According to the second aspect of the present invention, the probe can be arranged in a structurally stable state, and the operation can be stabilized. Furthermore, according to the third aspect of the present invention, impedance matching is achieved by the impedance converter, and mode conversion and high-frequency transmission with reduced reflection loss can be achieved.

[Brief description of the drawings]

FIG. 1 shows a configuration of a conversion circuit for a non-radiative dielectric line and a waveguide according to a first embodiment of the present invention. FIG. 1 (A) is a front view from the flange side, and FIG. FIG. 2A is a sectional view taken along line II ′.

FIG. 2 is a perspective view of a conversion circuit according to the first embodiment.

3A and 3B show an electric field distribution in the first embodiment, where FIG. 3A is a view of the non-radiative dielectric line viewed from the front (high-frequency transmission direction), and FIG. (C) is a diagram viewed from the same direction as FIG. 1 (A).

4A and 4B show the configuration of a nonradiative dielectric line and waveguide conversion circuit according to a second embodiment, wherein FIG. 4A is a front view, and FIG.
FIG. 2A is a sectional view taken along line II-II ′ of FIG.

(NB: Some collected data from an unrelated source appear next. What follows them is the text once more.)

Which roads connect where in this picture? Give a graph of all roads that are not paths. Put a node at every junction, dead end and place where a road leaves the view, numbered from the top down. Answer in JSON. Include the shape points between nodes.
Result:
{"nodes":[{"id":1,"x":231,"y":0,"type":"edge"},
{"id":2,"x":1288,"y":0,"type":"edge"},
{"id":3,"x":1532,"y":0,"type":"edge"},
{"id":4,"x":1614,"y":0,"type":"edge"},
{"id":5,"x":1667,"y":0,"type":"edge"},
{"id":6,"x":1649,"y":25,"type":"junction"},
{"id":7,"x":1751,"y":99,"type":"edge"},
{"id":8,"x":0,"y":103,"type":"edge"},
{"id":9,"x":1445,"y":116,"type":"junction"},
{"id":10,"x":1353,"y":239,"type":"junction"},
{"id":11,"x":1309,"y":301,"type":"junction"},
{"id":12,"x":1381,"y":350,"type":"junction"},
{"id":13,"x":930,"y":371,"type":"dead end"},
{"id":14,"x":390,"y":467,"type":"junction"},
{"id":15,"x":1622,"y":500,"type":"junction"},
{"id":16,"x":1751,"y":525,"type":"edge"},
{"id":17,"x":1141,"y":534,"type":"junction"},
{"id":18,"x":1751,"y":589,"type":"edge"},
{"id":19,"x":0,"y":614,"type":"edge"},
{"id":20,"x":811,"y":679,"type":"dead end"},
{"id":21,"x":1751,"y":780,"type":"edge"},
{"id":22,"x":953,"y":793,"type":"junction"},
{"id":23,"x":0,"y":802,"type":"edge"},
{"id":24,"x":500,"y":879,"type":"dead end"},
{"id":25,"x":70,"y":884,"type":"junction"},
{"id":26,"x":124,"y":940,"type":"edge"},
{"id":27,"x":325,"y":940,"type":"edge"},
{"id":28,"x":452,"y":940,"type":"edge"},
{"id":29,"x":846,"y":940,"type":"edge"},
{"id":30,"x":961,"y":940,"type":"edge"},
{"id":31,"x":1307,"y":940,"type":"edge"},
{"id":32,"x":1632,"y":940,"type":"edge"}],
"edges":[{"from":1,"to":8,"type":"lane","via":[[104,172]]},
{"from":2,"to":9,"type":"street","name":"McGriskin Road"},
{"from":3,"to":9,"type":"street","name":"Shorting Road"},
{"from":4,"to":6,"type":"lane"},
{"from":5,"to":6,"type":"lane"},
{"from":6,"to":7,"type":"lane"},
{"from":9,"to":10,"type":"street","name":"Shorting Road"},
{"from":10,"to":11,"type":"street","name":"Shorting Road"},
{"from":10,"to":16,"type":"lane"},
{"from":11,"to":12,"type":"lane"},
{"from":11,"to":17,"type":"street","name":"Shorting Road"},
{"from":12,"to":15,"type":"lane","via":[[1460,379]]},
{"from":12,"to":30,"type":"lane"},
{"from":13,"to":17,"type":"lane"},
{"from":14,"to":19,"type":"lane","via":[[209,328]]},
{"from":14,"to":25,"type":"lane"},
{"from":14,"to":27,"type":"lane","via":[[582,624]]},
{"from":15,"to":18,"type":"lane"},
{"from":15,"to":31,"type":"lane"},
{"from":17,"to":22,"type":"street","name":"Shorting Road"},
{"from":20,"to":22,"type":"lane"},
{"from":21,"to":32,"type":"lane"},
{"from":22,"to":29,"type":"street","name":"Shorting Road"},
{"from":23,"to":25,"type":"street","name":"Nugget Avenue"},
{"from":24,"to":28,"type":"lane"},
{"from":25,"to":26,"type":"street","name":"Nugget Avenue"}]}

5A and 5B show a configuration of a nonradiative dielectric line and waveguide conversion circuit according to a third embodiment. FIG. 5A is a front view, and FIG.
FIG. 3A is a sectional view taken along line III-III ′ of FIG.

6A and 6B show the configuration of a nonradiative dielectric line and waveguide conversion circuit according to a fourth embodiment, where FIG. 6A is a front view, and FIG.
FIG. 4A is a sectional view taken along line IV-IV ′ of FIG.

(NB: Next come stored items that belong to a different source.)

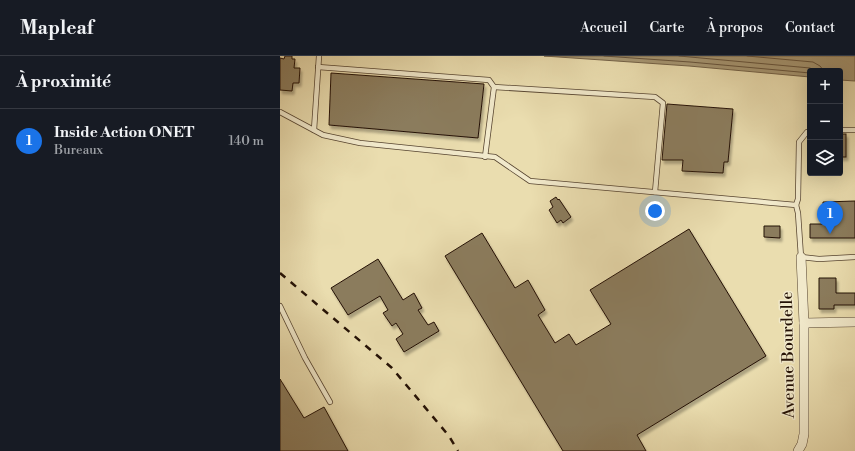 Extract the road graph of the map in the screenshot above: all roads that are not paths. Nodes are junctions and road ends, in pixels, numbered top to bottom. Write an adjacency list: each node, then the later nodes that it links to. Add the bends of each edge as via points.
1 (319, 56): 2 (lane)
2 (318, 68): 3 (lane, via 489,80); 5 (lane)
3 (494, 87): 9 (lane); 10 (lane, via 655,97 663,103)
4 (280, 112): 5 (lane)
5 (314, 130): 9 (lane, via 323,135 360,143)
6 (843, 130): 7 (lane)
7 (855, 130)
8 (807, 132): 11 (lane, via 799,142)
9 (485, 156): 10 (lane, via 495,158 530,181)
10 (655, 192): 11 (lane)
11 (796, 205): 12 (lane)
12 (801, 257): 13 (lane); 16 (street, Avenue Bourdelle)
13 (855, 257)
14 (280, 306): 17 (lane)
15 (855, 322): 16 (street)
16 (804, 323): 18 (street, Avenue Bourdelle, via 804,434)
17 (330, 402)
18 (798, 451)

FIG. 7 is a perspective view showing an example of a conventional nonradiative dielectric line / waveguide conversion circuit.

8 is a diagram showing the electric field distribution in the non-radiative dielectric line of the conversion circuit of FIG. 7 as viewed from the front.

FIG. 9 is a perspective view showing an electric field distribution in the waveguide.

[Explanation of symbols]

 1,10 ... non-radiative dielectric line, 3, 13, 20, 22 ... dielectric strip, 5, 14, 25 ... waveguide, 16 ... short-circuit plate, 18, 21, 23, 26 ... probe, 25D ... impedance Conversion unit.

Continued on the front page F-term (reference) 5J014 HA06

Claims (3)

[Claims] A non-radiative dielectric line connected to a waveguide having a short-circuit plate provided at an end thereof, and a dielectric strip disposed in the waveguide in a direction substantially parallel to the direction of the high-frequency electric field. A non-radiative dielectric line and a waveguide, which are provided at an end of the dielectric strip and are made of a conductive member inserted into the waveguide through an opening formed in the wall of the waveguide. Conversion circuit. 2. The probe according to claim 1, wherein the probe includes a conductive member protruding from the waveguide wall facing the opening of the waveguide toward the opening, and the conductive member is attached to the dielectric strip. 2. The non-radiative dielectric line / waveguide conversion circuit according to claim 1, wherein the conversion circuit is formed by coupling. 3. The waveguide according to claim 1, wherein said waveguide wall is provided with an impedance conversion section for conducting impedance matching on a waveguide wall facing said opening of said waveguide. A non-radiative dielectric line / waveguide conversion circuit according to claim 1 or 2.